(PROVIDED DATA begins)

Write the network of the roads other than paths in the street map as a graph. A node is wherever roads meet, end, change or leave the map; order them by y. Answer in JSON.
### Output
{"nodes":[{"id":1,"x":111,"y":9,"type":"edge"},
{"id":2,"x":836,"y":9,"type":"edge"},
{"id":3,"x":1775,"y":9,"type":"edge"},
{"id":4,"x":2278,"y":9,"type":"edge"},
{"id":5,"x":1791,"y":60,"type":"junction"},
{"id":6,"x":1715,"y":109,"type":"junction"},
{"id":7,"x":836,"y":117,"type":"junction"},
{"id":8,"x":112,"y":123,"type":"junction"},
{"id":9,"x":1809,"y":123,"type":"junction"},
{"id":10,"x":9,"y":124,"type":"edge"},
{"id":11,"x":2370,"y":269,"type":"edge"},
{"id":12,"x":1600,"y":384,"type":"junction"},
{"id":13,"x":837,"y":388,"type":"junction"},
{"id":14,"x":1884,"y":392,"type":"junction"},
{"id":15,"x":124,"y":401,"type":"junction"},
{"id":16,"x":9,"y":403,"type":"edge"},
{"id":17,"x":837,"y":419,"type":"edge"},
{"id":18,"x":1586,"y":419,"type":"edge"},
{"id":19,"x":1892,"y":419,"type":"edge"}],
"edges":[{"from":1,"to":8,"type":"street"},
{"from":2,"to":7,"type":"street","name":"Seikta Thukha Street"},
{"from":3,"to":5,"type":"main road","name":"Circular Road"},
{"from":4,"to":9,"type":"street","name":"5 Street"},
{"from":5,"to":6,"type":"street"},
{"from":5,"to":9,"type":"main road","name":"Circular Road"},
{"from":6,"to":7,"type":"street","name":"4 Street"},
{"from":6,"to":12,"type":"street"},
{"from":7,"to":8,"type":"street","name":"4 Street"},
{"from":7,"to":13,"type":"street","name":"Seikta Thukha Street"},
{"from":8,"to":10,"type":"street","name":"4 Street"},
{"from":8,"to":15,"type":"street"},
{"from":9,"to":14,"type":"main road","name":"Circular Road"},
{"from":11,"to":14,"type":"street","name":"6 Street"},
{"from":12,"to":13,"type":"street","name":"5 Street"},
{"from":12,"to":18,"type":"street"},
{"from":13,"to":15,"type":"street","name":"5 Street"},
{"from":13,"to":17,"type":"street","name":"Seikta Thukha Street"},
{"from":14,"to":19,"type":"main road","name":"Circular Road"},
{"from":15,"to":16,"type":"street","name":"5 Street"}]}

(PROVIDED DATA ends)

PROBLEM TO WORK ON -
Each record shown above must be printed once more, exactly.

REPLY TO THE TASK -
Write the network of the roads other than paths in the street map as a graph. A node is wherever roads meet, end, change or leave the map; order them by y. Answer in JSON.
### Output
{"nodes":[{"id":1,"x":111,"y":9,"type":"edge"},
{"id":2,"x":836,"y":9,"type":"edge"},
{"id":3,"x":1775,"y":9,"type":"edge"},
{"id":4,"x":2278,"y":9,"type":"edge"},
{"id":5,"x":1791,"y":60,"type":"junction"},
{"id":6,"x":1715,"y":109,"type":"junction"},
{"id":7,"x":836,"y":117,"type":"junction"},
{"id":8,"x":112,"y":123,"type":"junction"},
{"id":9,"x":1809,"y":123,"type":"junction"},
{"id":10,"x":9,"y":124,"type":"edge"},
{"id":11,"x":2370,"y":269,"type":"edge"},
{"id":12,"x":1600,"y":384,"type":"junction"},
{"id":13,"x":837,"y":388,"type":"junction"},
{"id":14,"x":1884,"y":392,"type":"junction"},
{"id":15,"x":124,"y":401,"type":"junction"},
{"id":16,"x":9,"y":403,"type":"edge"},
{"id":17,"x":837,"y":419,"type":"edge"},
{"id":18,"x":1586,"y":419,"type":"edge"},
{"id":19,"x":1892,"y":419,"type":"edge"}],
"edges":[{"from":1,"to":8,"type":"street"},
{"from":2,"to":7,"type":"street","name":"Seikta Thukha Street"},
{"from":3,"to":5,"type":"main road","name":"Circular Road"},
{"from":4,"to":9,"type":"street","name":"5 Street"},
{"from":5,"to":6,"type":"street"},
{"from":5,"to":9,"type":"main road","name":"Circular Road"},
{"from":6,"to":7,"type":"street","name":"4 Street"},
{"from":6,"to":12,"type":"street"},
{"from":7,"to":8,"type":"street","name":"4 Street"},
{"from":7,"to":13,"type":"street","name":"Seikta Thukha Street"},
{"from":8,"to":10,"type":"street","name":"4 Street"},
{"from":8,"to":15,"type":"street"},
{"from":9,"to":14,"type":"main road","name":"Circular Road"},
{"from":11,"to":14,"type":"street","name":"6 Street"},
{"from":12,"to":13,"type":"street","name":"5 Street"},
{"from":12,"to":18,"type":"street"},
{"from":13,"to":15,"type":"street","name":"5 Street"},
{"from":13,"to":17,"type":"street","name":"Seikta Thukha Street"},
{"from":14,"to":19,"type":"main road","name":"Circular Road"},
{"from":15,"to":16,"type":"street","name":"5 Street"}]}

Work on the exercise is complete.